Extracted data entries
☆ ☆ ☆
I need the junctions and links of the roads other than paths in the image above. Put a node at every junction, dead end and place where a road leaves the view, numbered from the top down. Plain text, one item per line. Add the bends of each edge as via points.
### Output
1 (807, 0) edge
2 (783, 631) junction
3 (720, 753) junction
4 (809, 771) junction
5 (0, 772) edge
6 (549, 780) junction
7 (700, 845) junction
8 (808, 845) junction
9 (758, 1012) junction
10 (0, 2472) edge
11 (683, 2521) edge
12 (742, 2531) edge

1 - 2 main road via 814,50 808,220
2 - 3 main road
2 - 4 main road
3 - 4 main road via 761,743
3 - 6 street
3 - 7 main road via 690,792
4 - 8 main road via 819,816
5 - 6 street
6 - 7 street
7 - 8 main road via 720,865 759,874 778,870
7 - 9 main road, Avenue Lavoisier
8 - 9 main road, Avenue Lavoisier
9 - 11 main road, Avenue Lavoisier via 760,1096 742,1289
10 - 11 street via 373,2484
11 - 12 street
☆ ☆ ☆
#### The problem:
Transcribe all of the data above, character for character.

#### Task answer:
I need the junctions and links of the roads other than paths in the image above. Put a node at every junction, dead end and place where a road leaves the view, numbered from the top down. Plain text, one item per line. Add the bends of each edge as via points.
### Output
1 (807, 0) edge
2 (783, 631) junction
3 (720, 753) junction
4 (809, 771) junction
5 (0, 772) edge
6 (549, 780) junction
7 (700, 845) junction
8 (808, 845) junction
9 (758, 1012) junction
10 (0, 2472) edge
11 (683, 2521) edge
12 (742, 2531) edge

1 - 2 main road via 814,50 808,220
2 - 3 main road
2 - 4 main road
3 - 4 main road via 761,743
3 - 6 street
3 - 7 main road via 690,792
4 - 8 main road via 819,816
5 - 6 street
6 - 7 street
7 - 8 main road via 720,865 759,874 778,870
7 - 9 main road, Avenue Lavoisier
8 - 9 main road, Avenue Lavoisier
9 - 11 main road, Avenue Lavoisier via 760,1096 742,1289
10 - 11 street via 373,2484
11 - 12 street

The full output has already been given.